À droite et à gauche, des toros en bronze, en pierre, des cuves servant de bénitiers, des poteaux à inscriptions, d’autres qui, les jours d’illuminations, portent d’énormes lanternes de papier : tout cela est très meublant et anime l’entrée. Un torii sacré, arc de triomphe en pierre, est à l’entrée de l’avenue, et sur la droite, on voit une grande tour à cinq toits superposés.

Au-dessus de la porte d’entrée, on a placé une grosse corde en paille de riz d’une forme particulière : c’est un emblème shintoïste.

Le temple a plutôt l’aspect d’un temple bouddhiste, il y a autour des bas-reliefs en granit qui représentent des animaux fort bien rendus.

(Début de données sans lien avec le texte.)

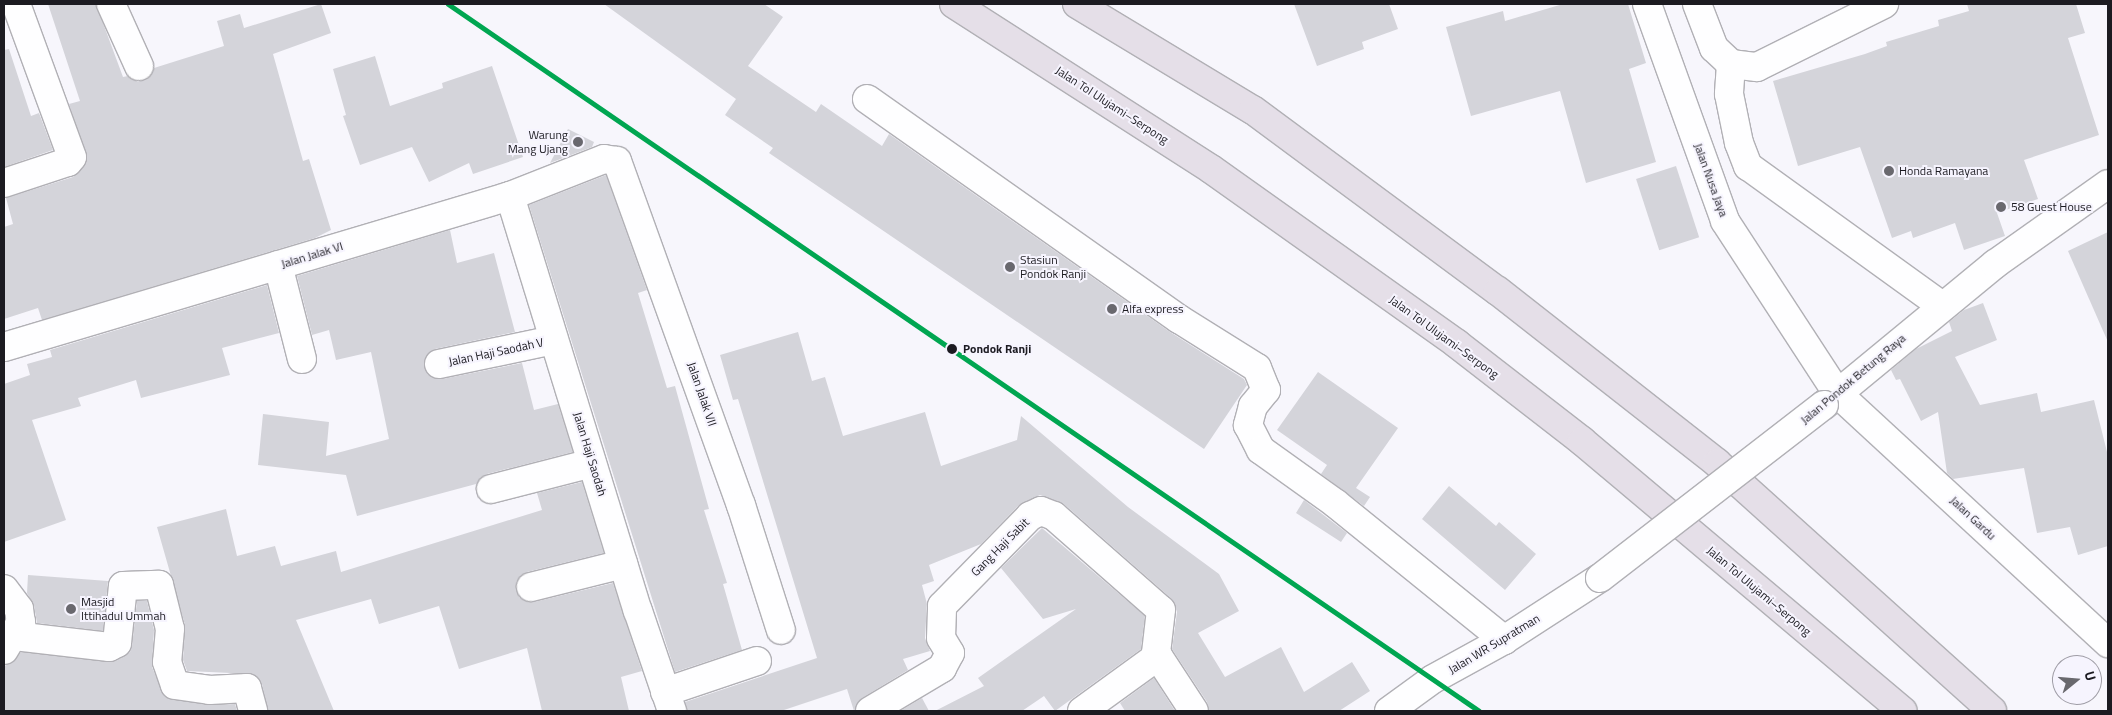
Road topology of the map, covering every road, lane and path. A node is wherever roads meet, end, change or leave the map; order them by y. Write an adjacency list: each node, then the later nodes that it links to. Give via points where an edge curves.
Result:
1 (16, 4): 12 (street, via 72,156 68,162)
2 (111, 4): 9 (street)
3 (954, 4): 41 (highway, Jalan Tol Ulujami–Serpong, via 1211,169 1456,344 1582,441)
4 (1077, 4): 42 (highway, via 1253,110 1498,291 1717,463)
5 (1648, 4): 21 (street, Jalan Nusa Jaya, via 1726,220)
6 (1697, 4): 8 (street, via 1714,48)
7 (1884, 4): 8 (street, via 1756,66)
8 (1731, 64): 16 (street, via 1729,94 1739,143 1748,166)
9 (140, 66)
10 (867, 99): 30 (street, via 1179,318 1257,368 1266,390 1253,406 1248,425 1261,450 1335,503)
11 (617, 161): 14 (street, Jalan Jalak VI, via 604,159); 29 (street, Jalan Jalak VII, via 741,505)
12 (4, 183)
13 (2108, 184): 16 (street, Jalan Pondok Betung Raya)
14 (510, 196): 15 (street, Jalan Jalak VI); 17 (street, Jalan Haji Saodah)
15 (278, 266): 18 (street, Jalan Jalak VI); 19 (street)
16 (1942, 306): 21 (street, Jalan Pondok Betung Raya)
17 (554, 340): 20 (street, Jalan Haji Saodah V); 22 (street, Jalan Haji Saodah)
18 (4, 347)
19 (302, 359)
20 (439, 364)
21 (1831, 399): 25 (street, Jalan Pondok Betung Raya, bridge); 31 (street, Jalan Gardu)
22 (592, 463): 23 (street); 24 (street, Jalan Haji Saodah)
23 (491, 490)
24 (623, 564): 26 (street); 35 (street, Jalan Haji Saodah)
25 (1600, 578): 30 (street, Jalan WR Supratman)
26 (531, 587)
27 (4, 590): 28 (street, via 19,608)
28 (21, 622): 32 (street); 37 (street, via 23,636 30,639 108,647 117,643 123,586 159,585 170,628 167,662 175,685 210,690 247,688)
29 (781, 630)
30 (1504, 640): 36 (street, Jalan WR Supratman, via 1433,679)
31 (2108, 643)
32 (4, 650)
33 (1158, 656): 38 (street, Gang Haji Sabit, via 1160,610 1054,516 1041,511 1030,516 942,606 941,638 950,653 942,668); 39 (street); 40 (street)
34 (757, 661): 35 (street)
35 (668, 701)
36 (1402, 708)
37 (253, 711)
38 (870, 711)
39 (1082, 711)
40 (1194, 711)
41 (1903, 711)
42 (1992, 711)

Dans un coin, en redescendant vers l’entrée du parc, on nous montre une petite chapelle qui contient une énorme statue. La façade est grillée et laisse voir le bouddha en cage, encombré d’ex-votos.

Évidemment, la maison a été construite pour le dieu, mais l’architecte semble avoir mal pris ses mesures : c’est plutôt un manteau qu’un temple.